Vitamin C improves intestinal mucosa morphology and protects spermatozoa from oxidative damage in breeder males, leading to increased fertility.
Pigs can synthesize vitamin C, but efficiency is age-dependent. Piglets have limited production until 4-6 weeks, potentially benefiting from supplementation for performance and immune response.
Fish cannot synthesize vitamin C and require dietary intake.

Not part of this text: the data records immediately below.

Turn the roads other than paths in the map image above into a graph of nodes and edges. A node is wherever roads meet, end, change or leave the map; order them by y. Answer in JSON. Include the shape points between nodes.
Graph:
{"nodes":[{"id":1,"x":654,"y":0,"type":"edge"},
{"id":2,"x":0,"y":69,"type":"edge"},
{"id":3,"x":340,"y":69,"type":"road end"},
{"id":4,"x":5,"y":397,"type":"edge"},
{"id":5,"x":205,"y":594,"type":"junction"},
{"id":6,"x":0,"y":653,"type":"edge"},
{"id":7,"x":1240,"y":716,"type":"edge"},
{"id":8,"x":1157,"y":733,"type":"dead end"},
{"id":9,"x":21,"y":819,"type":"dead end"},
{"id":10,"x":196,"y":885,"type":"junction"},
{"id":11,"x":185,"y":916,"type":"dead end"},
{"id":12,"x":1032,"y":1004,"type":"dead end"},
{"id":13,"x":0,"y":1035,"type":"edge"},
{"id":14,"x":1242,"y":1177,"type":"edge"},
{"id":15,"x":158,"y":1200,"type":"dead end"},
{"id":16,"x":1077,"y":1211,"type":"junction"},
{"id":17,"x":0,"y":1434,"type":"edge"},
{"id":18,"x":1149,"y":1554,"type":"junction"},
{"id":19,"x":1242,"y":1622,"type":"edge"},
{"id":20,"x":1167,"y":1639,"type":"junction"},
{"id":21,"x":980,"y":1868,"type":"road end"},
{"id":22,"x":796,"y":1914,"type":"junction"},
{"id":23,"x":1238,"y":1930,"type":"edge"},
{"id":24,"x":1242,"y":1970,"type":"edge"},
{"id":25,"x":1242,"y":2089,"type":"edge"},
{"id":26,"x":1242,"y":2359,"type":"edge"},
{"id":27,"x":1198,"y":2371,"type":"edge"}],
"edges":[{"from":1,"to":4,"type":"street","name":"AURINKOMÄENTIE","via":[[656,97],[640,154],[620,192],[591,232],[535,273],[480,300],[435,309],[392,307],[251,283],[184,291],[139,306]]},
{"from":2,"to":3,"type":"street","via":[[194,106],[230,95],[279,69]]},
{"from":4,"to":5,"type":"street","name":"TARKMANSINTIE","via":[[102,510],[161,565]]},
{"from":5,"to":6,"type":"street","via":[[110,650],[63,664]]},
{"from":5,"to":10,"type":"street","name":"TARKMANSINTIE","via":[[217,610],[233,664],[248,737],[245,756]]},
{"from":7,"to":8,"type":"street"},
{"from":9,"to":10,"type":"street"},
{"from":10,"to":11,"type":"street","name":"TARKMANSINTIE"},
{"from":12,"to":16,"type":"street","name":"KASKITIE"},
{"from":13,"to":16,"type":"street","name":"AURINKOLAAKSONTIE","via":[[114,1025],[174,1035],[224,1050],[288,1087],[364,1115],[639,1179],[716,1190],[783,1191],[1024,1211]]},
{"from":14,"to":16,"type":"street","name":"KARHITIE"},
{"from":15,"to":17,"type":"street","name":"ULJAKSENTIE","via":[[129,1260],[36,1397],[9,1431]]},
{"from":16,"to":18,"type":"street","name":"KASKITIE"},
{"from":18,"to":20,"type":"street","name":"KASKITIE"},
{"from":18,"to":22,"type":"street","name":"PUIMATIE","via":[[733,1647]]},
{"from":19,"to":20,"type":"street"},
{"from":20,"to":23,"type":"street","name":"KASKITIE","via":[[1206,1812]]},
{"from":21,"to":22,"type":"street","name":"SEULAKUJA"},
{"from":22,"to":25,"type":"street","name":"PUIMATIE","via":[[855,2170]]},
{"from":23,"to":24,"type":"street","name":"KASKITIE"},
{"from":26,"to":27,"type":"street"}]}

Ascorbic acid, or its more stable form, 2-phosphate ascorbic acid, is used in fish farming to prevent scurvy and bolster immune function.
Feed supplementation with vitamin C can be made with crystalline ascorbic acid, which can also be used in drinking water.
Special forms like ethyl cellulose-coated ascorbic acid or Na/Ca salts are used for heat- and moisture-treated feeds (pellets or extrusion).
Refer to Table 3 for detailed vitamin C requirements in various animals.
Animal | Recommended Supplementation |
---|---|
Laying hens | 100-200 |
Broilers for fattening (starter to finisher) | 100-200 |
Broiler breeders | 100-150 |
Turkeys for fattening (starter to finisher) | 100-200 |
Turkey breeders | 100-200 |
Piglets (prestarter and starter) | 100-200 |
Pig breeders | |
Gilts and sows | 200-300 |
Boars | 200-500 |
Calves | 200-500 |
Horses (mg/head/day) | |
Foals | 500-750 |
Race and breeding horses | 1000-2000 |
Salmon and trout | 150-250 |
Warm-water fish (carp and tilapia) | 150-250 |
Seabream and seabass | 150-250 |
Shrimp | 250-500 |
Dogs | 100-200 |
Cats | 100-200 |
5.3. Other Uses
Economic factors limit the application of ascorbic acid in plant science for seed germination, ozone protection, harvesting assistance, disease resistance, and growth regulation.
Minor applications exist in the polymer, photographic, and cosmetic industries.